■ WHAT THE TASK ASKS ■
Go through the records below and report each line with "true" in it.

Records from a collection:
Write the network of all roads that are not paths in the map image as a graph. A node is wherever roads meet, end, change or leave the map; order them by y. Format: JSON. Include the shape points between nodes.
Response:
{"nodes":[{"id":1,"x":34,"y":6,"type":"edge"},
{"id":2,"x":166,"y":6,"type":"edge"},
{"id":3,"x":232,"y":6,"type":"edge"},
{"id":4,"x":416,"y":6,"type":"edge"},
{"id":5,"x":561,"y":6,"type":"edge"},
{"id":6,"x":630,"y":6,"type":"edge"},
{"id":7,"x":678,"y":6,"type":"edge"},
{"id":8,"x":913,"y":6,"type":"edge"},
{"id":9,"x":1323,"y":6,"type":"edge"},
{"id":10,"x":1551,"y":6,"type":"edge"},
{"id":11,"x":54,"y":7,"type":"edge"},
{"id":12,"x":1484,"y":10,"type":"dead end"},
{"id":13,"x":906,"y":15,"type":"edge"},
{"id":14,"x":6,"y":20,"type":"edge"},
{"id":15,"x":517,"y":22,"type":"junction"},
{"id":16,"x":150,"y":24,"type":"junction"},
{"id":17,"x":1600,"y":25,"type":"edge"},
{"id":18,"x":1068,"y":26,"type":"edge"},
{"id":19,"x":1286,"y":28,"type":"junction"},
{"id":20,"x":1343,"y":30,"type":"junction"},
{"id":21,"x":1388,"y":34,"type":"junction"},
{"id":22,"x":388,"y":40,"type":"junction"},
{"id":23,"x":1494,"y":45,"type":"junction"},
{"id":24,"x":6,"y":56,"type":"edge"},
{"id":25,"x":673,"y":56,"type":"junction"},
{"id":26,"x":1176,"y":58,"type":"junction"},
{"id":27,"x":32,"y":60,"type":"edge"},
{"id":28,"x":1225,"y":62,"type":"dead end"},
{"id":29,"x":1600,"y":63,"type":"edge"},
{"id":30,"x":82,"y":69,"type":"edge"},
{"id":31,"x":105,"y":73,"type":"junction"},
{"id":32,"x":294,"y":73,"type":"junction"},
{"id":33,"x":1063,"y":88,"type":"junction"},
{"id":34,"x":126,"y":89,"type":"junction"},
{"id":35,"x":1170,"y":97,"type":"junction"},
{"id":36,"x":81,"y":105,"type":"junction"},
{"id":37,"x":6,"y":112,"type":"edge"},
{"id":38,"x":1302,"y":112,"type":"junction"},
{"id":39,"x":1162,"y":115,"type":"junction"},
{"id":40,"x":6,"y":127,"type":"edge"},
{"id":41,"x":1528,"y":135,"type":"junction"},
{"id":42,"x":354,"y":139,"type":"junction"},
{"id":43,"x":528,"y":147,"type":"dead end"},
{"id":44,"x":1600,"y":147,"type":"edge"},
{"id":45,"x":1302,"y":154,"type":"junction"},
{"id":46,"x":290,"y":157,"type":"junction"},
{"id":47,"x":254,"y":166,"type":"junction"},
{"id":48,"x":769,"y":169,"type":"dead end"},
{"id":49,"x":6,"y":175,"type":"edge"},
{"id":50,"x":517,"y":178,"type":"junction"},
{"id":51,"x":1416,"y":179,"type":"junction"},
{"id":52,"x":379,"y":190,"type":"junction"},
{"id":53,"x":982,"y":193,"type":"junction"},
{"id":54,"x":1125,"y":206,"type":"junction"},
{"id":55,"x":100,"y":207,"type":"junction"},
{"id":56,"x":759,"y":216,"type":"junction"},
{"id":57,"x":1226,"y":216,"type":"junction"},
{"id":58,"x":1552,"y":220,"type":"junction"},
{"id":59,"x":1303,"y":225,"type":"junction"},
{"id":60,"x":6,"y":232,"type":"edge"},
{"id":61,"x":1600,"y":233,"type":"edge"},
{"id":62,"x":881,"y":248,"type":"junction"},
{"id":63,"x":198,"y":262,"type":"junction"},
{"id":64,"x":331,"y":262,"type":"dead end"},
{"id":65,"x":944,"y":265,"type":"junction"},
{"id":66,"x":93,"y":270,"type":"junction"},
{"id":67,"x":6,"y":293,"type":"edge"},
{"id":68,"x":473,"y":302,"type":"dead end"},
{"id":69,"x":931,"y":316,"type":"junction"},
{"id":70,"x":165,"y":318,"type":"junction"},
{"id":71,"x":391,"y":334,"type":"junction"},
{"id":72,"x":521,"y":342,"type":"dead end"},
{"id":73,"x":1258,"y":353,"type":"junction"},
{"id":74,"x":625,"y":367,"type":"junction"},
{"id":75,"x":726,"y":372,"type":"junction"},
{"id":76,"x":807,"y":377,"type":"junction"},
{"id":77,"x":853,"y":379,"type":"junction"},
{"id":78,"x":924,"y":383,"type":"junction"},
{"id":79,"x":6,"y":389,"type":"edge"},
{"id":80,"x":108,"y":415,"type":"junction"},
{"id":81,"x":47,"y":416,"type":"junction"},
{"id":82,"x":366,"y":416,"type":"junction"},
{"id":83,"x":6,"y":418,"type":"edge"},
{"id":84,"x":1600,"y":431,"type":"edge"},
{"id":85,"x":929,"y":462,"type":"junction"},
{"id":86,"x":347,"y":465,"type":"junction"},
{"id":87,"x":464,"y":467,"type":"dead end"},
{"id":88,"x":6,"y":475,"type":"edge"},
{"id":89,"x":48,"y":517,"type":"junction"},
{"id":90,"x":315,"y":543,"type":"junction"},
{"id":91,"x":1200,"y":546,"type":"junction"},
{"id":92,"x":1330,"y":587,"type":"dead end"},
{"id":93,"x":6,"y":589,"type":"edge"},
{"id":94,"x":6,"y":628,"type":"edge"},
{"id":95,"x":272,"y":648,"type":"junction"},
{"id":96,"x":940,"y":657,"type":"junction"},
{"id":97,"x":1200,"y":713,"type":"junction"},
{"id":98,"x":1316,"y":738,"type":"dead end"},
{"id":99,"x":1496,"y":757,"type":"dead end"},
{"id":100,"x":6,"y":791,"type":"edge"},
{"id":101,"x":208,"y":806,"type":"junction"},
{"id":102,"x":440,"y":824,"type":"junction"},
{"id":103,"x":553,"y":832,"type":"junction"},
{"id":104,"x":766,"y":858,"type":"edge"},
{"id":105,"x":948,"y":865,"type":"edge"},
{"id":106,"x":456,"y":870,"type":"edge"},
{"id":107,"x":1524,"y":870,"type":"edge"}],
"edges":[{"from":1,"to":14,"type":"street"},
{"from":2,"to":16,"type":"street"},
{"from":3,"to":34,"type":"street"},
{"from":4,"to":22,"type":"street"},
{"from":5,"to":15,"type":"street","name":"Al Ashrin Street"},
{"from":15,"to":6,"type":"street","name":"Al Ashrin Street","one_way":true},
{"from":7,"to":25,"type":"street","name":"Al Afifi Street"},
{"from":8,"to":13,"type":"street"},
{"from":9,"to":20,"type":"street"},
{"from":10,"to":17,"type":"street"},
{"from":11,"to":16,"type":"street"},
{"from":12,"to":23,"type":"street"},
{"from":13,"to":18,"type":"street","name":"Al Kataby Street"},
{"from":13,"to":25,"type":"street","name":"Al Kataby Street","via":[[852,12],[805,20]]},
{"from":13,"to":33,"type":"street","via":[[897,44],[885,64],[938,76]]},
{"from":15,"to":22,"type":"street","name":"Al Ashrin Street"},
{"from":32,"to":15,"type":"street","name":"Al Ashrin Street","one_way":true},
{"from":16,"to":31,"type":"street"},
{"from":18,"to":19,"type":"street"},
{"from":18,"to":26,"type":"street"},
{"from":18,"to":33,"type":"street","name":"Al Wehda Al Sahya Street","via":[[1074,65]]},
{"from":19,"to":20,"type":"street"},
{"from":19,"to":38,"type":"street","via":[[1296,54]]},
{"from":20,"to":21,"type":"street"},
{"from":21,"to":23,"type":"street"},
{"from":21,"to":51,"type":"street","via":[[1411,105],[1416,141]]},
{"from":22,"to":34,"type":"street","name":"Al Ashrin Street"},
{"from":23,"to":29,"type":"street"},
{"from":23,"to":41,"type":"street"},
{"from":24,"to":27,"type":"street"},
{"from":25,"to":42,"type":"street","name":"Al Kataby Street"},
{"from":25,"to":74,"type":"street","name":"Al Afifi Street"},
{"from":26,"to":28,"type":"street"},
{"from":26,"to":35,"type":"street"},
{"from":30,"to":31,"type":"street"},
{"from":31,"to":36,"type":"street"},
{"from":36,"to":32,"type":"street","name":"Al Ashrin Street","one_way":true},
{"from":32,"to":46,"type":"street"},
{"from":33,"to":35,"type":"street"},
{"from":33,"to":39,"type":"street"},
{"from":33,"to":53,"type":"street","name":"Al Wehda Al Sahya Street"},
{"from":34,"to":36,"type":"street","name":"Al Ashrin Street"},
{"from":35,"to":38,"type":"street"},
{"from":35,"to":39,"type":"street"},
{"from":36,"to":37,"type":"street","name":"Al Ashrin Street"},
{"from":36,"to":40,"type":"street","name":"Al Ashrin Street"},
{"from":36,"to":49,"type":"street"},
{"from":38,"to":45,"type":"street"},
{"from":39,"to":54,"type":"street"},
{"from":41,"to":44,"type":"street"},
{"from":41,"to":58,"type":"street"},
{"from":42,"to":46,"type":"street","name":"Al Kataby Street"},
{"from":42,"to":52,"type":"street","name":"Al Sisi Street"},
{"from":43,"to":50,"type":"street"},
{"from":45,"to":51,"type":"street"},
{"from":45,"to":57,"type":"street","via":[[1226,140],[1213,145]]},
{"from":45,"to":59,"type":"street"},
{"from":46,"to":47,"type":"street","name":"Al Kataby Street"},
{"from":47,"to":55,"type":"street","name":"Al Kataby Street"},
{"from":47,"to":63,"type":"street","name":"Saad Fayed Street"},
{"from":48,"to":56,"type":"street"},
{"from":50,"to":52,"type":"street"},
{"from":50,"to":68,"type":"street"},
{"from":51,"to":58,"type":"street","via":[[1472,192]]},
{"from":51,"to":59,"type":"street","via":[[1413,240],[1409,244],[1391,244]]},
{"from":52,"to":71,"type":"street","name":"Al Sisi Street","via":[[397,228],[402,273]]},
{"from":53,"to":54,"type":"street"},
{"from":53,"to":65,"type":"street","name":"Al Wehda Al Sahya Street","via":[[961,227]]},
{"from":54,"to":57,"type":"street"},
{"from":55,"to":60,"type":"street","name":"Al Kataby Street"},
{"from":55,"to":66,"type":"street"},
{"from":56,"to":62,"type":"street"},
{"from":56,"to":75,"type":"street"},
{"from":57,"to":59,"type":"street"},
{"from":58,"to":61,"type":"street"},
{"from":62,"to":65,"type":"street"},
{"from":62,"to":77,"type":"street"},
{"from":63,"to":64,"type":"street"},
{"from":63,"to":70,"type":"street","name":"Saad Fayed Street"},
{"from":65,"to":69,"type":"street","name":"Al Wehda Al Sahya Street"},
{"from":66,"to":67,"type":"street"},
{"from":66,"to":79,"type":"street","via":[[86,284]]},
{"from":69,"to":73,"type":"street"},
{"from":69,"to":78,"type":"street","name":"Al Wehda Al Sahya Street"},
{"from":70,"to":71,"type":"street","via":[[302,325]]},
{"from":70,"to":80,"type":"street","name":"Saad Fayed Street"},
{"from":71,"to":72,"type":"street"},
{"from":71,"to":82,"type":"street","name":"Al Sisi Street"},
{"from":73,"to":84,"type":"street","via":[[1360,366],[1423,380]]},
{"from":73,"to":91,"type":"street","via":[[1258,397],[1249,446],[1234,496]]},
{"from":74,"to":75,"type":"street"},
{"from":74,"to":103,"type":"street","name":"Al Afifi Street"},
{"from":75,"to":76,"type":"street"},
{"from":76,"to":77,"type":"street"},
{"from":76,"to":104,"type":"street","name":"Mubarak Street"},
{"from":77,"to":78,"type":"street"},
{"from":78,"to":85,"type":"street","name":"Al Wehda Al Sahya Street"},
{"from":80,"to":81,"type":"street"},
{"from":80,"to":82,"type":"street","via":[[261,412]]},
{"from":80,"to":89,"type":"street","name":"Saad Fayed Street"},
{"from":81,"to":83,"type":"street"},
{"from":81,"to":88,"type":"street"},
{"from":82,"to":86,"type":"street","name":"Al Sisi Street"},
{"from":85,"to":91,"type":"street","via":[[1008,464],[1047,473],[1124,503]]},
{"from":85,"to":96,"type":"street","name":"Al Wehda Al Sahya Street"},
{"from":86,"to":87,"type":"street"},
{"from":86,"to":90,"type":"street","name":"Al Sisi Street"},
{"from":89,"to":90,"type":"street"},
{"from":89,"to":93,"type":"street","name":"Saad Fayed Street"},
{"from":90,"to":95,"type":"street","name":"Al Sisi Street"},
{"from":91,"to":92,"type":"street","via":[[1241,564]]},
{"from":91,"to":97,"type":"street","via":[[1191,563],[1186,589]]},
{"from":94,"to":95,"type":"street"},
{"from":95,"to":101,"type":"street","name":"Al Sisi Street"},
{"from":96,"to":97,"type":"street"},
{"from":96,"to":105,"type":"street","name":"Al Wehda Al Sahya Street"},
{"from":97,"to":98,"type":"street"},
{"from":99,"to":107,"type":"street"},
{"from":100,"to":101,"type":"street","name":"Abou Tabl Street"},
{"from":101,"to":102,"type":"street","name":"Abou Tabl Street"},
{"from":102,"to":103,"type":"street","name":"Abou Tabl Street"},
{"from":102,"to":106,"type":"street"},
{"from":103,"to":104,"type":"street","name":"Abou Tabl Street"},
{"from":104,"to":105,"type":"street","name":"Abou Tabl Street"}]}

■ EXERCISE OUTPUT ■
{"from":15,"to":6,"type":"street","name":"Al Ashrin Street","one_way":true},
{"from":32,"to":15,"type":"street","name":"Al Ashrin Street","one_way":true},
{"from":36,"to":32,"type":"street","name":"Al Ashrin Street","one_way":true},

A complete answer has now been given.